Monday is that day of the week that starts off all dainty and fresh and new but then finishes like a whiskey-chugging, chain-smoking old strumpet bag that kicks me in the teeth.
So when I get home at the end of the day all I want is to eat something comforting, delicious and simple, before crawling onto the couch to read vampire books and watch Antiques Roadshow. Usually that means soup. Because frankly soup cooks itself and by that point I have nothing left to give.
Same as every Monday. Except for today a friend told me how she got wicked kicked in the teeth (and in the balls, and oh, in the head - poor thing) and so I promised to make her some soup too, with the added bonus of a very large shaker of martini. So to dear Ole Whatserface, this is the soup I will make you to go with that big drink shaker.
For the rest of you who also need Monday Night Recovery Soup, here is the recipe:
Monday Night Recovery Soup
I happened to have an old chicken carcass in the fridge, so in a large pot I sauteed a sliced onion, three chopped scallions and a clove of garlic until light gold. Then I added the carcass and sauteed that for a bit.
Then I added about 8 cups or so of water and a big pinch of salt and let it simmer for about 45 minutes. Then I strained it, and rinsed out the pot. You could just eliminate this step and use vegetable broth, or chicken broth, or stock. Just not those bouillon cubes. Those you have to throw straight away into the garbage please.
Ok so back to the rinsed out pot. In a little olive oil I sauteed another sliced onion, about 8 whole cloves of garlic, and a box of white mushrooms that I sliced up.

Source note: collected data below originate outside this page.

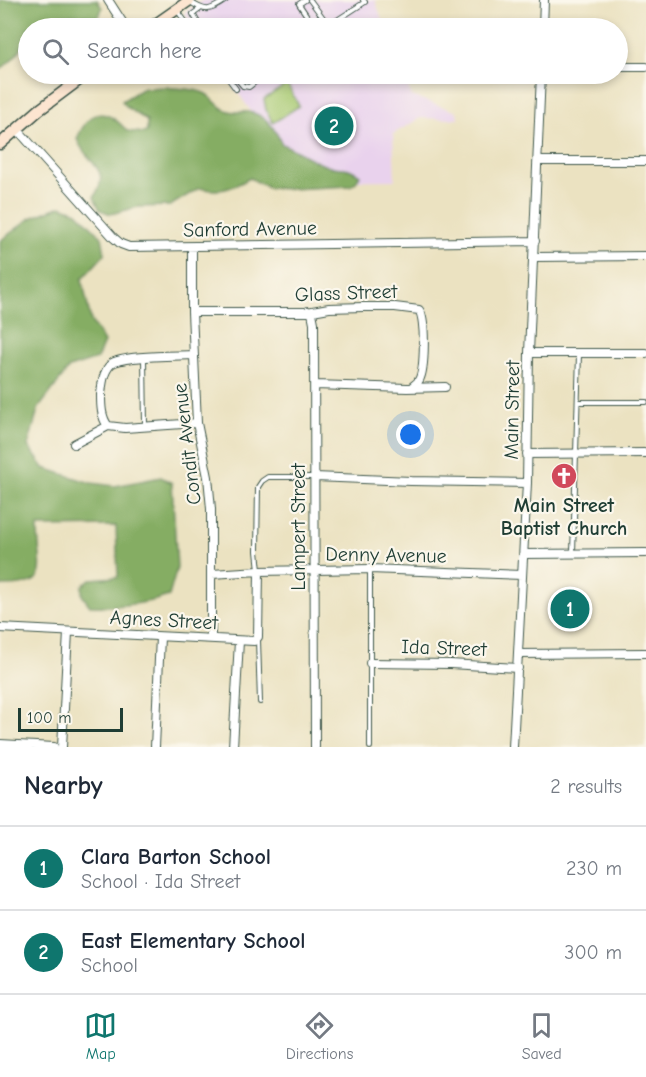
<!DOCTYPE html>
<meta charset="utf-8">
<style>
:root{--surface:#fff;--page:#f6f6f7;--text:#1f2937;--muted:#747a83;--line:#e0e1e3;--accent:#0f766e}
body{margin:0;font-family:"Comic Neue",sans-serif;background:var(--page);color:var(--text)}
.scale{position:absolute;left:18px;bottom:15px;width:105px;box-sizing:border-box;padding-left:6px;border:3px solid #1f3d34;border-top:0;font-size:16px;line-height:21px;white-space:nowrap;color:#1f3d34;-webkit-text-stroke:4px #fbf7ec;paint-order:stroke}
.you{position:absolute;left:411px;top:435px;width:21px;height:21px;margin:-15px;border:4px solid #fff;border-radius:50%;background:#1a73e8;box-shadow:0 0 0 9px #1a73e833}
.badge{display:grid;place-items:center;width:39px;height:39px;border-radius:50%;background:var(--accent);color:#fff;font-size:20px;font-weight:700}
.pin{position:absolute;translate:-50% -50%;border:3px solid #fff;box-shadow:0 2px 6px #0006}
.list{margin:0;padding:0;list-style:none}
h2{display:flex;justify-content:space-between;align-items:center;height:78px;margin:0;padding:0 24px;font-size:26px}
h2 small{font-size:20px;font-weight:400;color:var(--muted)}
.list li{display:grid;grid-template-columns:39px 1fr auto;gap:18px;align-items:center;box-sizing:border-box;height:84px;padding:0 24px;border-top:2px solid var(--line)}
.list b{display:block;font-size:22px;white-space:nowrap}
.list p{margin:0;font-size:20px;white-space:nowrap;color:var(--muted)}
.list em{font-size:20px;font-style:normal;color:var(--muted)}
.icon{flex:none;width:33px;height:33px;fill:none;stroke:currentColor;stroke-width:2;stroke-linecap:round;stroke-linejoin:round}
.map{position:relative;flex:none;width:646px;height:747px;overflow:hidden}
.search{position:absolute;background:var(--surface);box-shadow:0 3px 9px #0003;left:18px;right:18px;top:18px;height:66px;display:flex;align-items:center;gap:15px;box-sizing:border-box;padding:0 21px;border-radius:33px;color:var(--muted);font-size:22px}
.sheet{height:246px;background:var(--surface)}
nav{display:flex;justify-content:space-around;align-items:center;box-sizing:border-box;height:84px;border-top:2px solid var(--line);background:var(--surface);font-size:16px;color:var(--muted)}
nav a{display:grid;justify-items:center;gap:3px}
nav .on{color:var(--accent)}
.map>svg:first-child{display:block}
</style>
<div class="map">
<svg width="646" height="747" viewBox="0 0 646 747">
<rect width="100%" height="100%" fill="#fbf7ec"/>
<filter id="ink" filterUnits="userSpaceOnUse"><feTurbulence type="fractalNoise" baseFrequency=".0167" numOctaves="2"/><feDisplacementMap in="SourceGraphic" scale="12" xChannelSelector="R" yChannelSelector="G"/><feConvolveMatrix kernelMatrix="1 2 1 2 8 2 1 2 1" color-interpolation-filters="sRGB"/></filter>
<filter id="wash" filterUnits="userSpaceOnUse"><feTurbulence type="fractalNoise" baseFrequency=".008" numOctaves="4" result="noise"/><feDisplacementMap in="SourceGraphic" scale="24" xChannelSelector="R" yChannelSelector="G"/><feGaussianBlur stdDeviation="1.35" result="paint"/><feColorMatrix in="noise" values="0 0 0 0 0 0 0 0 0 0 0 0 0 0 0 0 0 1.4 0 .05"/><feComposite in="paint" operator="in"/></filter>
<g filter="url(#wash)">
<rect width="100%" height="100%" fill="#ebe2c1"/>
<!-- built -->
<path fill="#e9d2ed" d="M203 0H375L385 28H195L184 13Z
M225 74H403L412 96 457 112 458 119 420 118 393 134 395 180 309 181 266 133Z"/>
<!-- green -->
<path fill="#a7c971" stroke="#638352" stroke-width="1.5" d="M287 84 299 106 273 123 266 110 264 99Z"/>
<!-- forest -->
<path fill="#85ad63" stroke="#52754c" stroke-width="1.5" d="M0 0H97L102 8 99 17C85 17 68 12 55 17 43 23 43 28 28 28 28 46 13 59 0 70Z
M166 87C178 89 193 88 204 93 212 96 217 107 226 110 235 114 240 111 249 112 267 115 275 129 282 144 297 150 309 159 324 165 340 171 343 163 360 175L356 182 350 186 290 189 269 188 250 178C230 189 221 193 199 188L170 206 138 207 111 214 100 210 94 197C113 167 86 164 77 139 89 109 106 106 127 131L144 133 147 131V121C139 114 127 110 122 101L143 88Z
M61 206 77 212 102 237 105 254 82 279 91 321 104 342 97 359 69 368 38 409 28 446 44 468 91 483 115 486 161 477 172 483 177 568 169 596C143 605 117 607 90 606L82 595V586L90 579 118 577 116 526 38 527C38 569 55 587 0 586V241L31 218Z"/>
</g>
<g filter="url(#ink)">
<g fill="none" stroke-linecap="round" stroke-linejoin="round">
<!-- lane casing -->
<g stroke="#3e5649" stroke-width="6">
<path id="lane" d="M305 0 299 4 315 28
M310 0 329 26
M189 1C206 13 210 11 226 0
M200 9 193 14 201 28
M177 10 190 28
M262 28H263
M325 28 365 2 363 0
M225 74 236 89
M233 74 243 86 249 87 265 74
M144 358 145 426
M578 402H646
M573 553 579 354
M370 569V747
M259 570 257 551 258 487 262 481 268 477H315
M258 640 260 702"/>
</g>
<!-- street casing -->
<g stroke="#3e5649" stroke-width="10">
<path id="street" d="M108 0 126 28
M543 28 544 0
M618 67H646
M17 129 114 238 121 244 129 247 535 241
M538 161H646
M192 247V312L197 423 208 477 211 509V638
M534 257 646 256
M308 311 312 313 314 323 315 747
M192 312H307L329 308 363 307H395L419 310C426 318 425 370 419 380 417 384 415 384 412 387
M529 353H646
M315 385 407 388 445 387
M108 426C101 417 101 405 101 395 102 384 103 372 111 364 122 355 177 356 194 355
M74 444 108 426 125 428 197 423
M527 454 646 453
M315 477 411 481 527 483
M524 554 646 553
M212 574 259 571 370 569 522 575
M0 628 254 641 258 637 259 571
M518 654 646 653
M370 663 450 664 518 668
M0 744 54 747
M62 747 68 632
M155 747 160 637
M233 747 239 641
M513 747 527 483 529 353 541 74"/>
</g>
<!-- secondary casing -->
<g stroke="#3e5649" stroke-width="13">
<path id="secondary" d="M150 28 190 0
M0 144 39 110 87 74"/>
</g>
<!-- lane -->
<use href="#lane" stroke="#fff" stroke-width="4"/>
<!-- street -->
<use href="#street" stroke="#fff" stroke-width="8"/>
<!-- secondary -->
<use href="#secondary" stroke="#fce5d0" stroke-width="10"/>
</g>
</g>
<!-- icons -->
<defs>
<g id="church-disc" transform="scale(1.35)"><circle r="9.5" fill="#d1495b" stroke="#fbf7ec"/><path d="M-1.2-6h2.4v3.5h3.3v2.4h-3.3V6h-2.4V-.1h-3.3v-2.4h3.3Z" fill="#fff"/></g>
</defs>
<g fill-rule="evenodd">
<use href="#church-disc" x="564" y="476"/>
</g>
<g text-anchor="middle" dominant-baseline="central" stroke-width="4.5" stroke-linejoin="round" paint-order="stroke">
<!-- street labels -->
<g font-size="20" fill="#1f3d34" stroke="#fbf7ec">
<text transform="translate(250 229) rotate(-1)">Sanford Avenue</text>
<text transform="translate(346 293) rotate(-2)">Glass Street</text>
<text transform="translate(512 410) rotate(-89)">Main Street</text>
<text transform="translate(187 444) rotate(-97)">Condit Avenue</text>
<text transform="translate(298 527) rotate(-90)">Lampert Street</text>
<text transform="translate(386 555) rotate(1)">Denny Avenue</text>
<text transform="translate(164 620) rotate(3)">Agnes Street</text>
<text transform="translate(444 648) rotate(2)">Ida Street</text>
</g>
<!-- poi labels -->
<g font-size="20" font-weight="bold" fill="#1f3d34" stroke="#fbf7ec">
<text x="564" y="505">Main Street<tspan x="564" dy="23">Baptist Church</tspan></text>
</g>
</g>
</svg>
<div class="scale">100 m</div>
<div class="you"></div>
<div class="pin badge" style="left:570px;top:609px">1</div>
<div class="pin badge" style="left:334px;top:126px">2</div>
<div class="search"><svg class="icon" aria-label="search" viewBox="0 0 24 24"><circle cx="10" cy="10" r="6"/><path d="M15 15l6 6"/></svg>Search here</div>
</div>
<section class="sheet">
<h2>Nearby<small>2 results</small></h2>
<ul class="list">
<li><span class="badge">1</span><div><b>Clara Barton School</b><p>School · Ida Street</p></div><em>230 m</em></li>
<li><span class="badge">2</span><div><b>East Elementary School</b><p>School</p></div><em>300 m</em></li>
</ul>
</section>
<nav>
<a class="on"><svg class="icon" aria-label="map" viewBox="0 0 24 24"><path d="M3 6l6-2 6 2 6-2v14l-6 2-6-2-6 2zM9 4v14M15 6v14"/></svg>Map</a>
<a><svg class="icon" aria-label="directions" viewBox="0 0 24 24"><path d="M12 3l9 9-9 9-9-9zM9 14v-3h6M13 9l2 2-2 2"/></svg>Directions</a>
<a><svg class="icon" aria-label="saved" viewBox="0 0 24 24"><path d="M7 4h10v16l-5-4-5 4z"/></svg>Saved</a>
</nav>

After the onions cooked for a bit and the garlic cloves bronzed and the mushrooms absorbed and then released their earthy liquid, I threw in what I think was some sort of Asian spinach but a handful of plain old spinach would work - or some lettuce leaves maybe, whatever you have on hand is fine, and another few chopped stalks of scallions. This soup is a great way to use up that withery looking bunch of scallions stuck in the back of veg bin. Let the leaves wilt, then pour back in the strained stock.
I then added a stub of grated ginger and a handful of chopped fresh cilantro.
This cooked for a little longer, maybe twenty minutes. Then I served it to myself, in a big soup bowl, over a large scoop of cooked rice and a splash of toasted sesame oil. And a few splurts of Maggi - because I am an addict.
Fricking the most delicious soup for a tooth-kicked kind of a day.